0

I'd like to use the ON DUPLICATE KEY UPDATE optionality provided by SQLAlchemy to upsert a bunch of records.

These records have been sucessfully inserted with python using the following (where connection is engine.connect() object and table is a Table object)

record_list = [{'col1': 'name1', 'col2': '2015-01-31', 'col3': 27.2},
               {'col1': 'name1', 'col2': '2016-01-31', 'col3': 25.2}]
query = insert(table)
results = connection.execute(query, record_list)

Looking at the docs at https://docs.sqlalchemy.org/en/13/dialects/mysql.html#insert-on-duplicate-key-update-upsert as well as a number of SO questions (including the suggestion it's possible under the comments on SQLAlchemy ON DUPLICATE KEY UPDATE ) I've tried a number of different examples, but there were none that I could see that address multiple records with the upsert statement using this method.

I'm trying along the lines of

query = insert(table).values(record_list)
upsert_query = query.on_duplicate_key_update()
results = connection.execute(upsert_query)

but either get the issue that the .on_duplicate_key_update() requires cant be empty or that the SQL syntax is wrong.

If anyone has sucessfully managed and could help me with the code structure here I'd really appreciate it.

kowpow
  • 95
  • 2
  • 8

4 Answers4

9

I just ran into a similar problem and creating a dictionary out of query.inserted solved it for me.

query = insert(table).values(record_list)
update_dict = {x.name: x for x in query.inserted}
upsert_query = query.on_duplicate_key_update(update_dict)
a5r0n
  • 83
  • 5
user12730260
  • 106
  • 2
1

@user12730260’s answer is great! but has a little bug, the correct code is:

query = insert(table).values(record_list)   # each record is a dict
update_dict = {x.name: x for x in query.inserted}  # specify columns for update, u can filter some of it
upsert_query = query.on_duplicate_key_update(**update_dict) # here's the modification: u should expand the columns dict
songofhawk
  • 91
  • 7
1

Thanks to Federico Caselli of the SQLAlchemy project for explaining how to use on_duplicate_key_update in a discussion https://github.com/sqlalchemy/sqlalchemy/discussions/9328

Here's a Python3 script that demonstrates how to use SQLAlchemy version 2 to implement upsert using on_duplicate_key_update in the MySQL dialect:

import sqlalchemy as db
import sqlalchemy.dialects.mysql as mysql
from sqlalchemy import delete, select, String
from sqlalchemy.orm import DeclarativeBase, Mapped, mapped_column


class Base(DeclarativeBase):
    pass


class User(Base):
    __tablename__ = "foo"
    id: Mapped[int] = mapped_column(primary_key=True)
    name: Mapped[str] = mapped_column(String(30))

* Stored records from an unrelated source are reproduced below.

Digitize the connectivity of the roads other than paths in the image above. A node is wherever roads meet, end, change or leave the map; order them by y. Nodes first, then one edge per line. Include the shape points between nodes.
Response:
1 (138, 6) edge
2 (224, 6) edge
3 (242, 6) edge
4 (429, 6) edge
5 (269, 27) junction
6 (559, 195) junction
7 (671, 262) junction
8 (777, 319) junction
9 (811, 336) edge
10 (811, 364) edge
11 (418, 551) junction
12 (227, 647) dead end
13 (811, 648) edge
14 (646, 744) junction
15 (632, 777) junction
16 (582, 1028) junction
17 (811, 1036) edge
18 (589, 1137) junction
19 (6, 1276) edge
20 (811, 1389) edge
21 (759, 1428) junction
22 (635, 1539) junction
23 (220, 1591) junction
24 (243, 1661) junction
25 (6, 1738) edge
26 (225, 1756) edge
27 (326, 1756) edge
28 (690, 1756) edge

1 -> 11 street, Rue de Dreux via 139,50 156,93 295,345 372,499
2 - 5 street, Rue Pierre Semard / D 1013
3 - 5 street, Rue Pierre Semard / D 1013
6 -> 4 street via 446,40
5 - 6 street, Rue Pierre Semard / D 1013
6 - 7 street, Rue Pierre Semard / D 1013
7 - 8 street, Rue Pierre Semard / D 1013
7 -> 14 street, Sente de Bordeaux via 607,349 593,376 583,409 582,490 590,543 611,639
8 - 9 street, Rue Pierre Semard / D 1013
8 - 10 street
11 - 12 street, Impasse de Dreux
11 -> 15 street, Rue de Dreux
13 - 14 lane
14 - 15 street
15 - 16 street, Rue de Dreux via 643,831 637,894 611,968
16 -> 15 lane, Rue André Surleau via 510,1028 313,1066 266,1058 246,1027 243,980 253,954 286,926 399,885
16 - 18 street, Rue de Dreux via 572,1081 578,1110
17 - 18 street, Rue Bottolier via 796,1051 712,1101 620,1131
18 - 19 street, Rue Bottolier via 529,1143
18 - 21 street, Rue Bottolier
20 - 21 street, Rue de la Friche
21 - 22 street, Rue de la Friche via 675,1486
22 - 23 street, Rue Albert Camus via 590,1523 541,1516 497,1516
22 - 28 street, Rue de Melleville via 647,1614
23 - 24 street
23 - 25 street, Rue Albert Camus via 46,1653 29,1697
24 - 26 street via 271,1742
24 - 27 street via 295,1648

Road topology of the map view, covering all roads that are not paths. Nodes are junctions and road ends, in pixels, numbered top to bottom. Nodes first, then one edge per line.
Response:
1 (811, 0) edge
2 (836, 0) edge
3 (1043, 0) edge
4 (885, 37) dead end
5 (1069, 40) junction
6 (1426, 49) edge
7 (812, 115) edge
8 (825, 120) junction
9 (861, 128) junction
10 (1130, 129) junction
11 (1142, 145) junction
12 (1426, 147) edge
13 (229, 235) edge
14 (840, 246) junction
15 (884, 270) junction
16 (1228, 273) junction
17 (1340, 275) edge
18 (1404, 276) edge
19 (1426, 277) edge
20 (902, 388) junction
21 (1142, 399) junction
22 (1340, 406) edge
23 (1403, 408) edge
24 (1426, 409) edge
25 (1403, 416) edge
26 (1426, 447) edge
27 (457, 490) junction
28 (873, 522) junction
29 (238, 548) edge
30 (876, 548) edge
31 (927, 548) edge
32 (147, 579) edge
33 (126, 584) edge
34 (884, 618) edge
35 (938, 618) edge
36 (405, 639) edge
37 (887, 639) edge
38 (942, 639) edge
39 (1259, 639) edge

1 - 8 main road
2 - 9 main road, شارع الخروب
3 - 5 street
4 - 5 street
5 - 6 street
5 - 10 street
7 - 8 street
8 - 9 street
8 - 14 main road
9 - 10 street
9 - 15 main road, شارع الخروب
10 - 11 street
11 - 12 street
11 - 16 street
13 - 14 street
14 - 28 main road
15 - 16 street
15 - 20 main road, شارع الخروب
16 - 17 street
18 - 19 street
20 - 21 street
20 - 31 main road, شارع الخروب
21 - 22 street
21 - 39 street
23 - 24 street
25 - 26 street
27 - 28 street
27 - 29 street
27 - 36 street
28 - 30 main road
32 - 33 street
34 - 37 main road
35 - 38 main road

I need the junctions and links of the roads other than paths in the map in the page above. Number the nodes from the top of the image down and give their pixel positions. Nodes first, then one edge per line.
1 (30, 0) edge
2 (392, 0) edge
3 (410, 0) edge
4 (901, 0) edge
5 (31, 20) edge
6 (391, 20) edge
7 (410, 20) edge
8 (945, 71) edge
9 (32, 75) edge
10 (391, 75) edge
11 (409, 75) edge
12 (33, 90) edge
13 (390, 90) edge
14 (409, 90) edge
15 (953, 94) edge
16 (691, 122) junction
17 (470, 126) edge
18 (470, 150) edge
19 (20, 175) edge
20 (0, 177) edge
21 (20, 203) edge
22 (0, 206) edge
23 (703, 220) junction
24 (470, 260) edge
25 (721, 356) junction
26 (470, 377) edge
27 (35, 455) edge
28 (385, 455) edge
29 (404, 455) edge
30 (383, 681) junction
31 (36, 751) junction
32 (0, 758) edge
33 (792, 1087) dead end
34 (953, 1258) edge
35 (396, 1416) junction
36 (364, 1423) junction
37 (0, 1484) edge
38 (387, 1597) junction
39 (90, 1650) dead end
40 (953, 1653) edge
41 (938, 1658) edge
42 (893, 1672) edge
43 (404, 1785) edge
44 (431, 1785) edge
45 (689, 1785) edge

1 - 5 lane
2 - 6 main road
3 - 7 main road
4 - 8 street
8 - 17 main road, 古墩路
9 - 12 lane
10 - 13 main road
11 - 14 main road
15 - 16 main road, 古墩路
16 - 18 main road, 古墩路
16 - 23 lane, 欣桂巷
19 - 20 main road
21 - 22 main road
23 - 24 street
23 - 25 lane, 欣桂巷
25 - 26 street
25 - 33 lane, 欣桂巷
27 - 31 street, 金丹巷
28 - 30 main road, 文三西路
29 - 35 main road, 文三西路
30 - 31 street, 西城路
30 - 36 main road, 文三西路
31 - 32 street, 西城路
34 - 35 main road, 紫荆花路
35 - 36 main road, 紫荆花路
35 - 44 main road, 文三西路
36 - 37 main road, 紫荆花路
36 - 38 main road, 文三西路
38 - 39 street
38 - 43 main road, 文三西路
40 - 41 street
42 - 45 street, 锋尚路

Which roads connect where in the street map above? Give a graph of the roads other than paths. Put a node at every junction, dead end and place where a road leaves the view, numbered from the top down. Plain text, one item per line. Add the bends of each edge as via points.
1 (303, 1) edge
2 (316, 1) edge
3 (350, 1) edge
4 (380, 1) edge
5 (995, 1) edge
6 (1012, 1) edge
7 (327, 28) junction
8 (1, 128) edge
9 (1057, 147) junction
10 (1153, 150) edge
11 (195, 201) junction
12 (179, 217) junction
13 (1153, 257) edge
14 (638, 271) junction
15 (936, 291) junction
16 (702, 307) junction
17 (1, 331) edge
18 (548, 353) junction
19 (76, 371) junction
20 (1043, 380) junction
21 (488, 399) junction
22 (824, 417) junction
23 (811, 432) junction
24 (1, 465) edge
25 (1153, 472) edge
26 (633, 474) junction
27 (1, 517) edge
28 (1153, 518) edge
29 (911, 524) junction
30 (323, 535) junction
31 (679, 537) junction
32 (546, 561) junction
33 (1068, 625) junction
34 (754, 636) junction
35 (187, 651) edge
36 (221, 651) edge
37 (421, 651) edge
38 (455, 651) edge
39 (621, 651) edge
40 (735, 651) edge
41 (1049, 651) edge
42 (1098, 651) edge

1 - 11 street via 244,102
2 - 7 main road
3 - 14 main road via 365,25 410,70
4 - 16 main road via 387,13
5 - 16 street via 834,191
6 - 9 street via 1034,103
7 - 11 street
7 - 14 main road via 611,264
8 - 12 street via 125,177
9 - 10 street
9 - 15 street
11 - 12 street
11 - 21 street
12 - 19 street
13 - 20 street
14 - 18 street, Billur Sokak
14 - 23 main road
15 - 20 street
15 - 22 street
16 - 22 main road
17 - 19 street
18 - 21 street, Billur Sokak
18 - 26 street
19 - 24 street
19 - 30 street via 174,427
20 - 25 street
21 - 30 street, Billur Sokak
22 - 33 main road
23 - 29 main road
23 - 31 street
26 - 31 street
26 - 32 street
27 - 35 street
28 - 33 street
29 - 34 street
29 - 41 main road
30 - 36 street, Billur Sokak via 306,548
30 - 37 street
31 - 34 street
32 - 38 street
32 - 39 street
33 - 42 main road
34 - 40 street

engine = db.create_engine('mysql+mysqlconnector://USER-NAME-HERE:PASS-WORD-HERE@localhost/SCHEMA-NAME-HERE')
conn = engine.connect()

# setup step 0 - ensure the table exists
Base().metadata.create_all(bind=engine)

# setup step 1 - clean out rows with id 1..5
del_stmt = delete(User).where(User.id.in_([1, 2, 3, 4, 5]))
conn.execute(del_stmt)
conn.commit()
sel_stmt = select(User)
users = list(conn.execute(sel_stmt))
print(f'Table size after cleanout: {len(users)}')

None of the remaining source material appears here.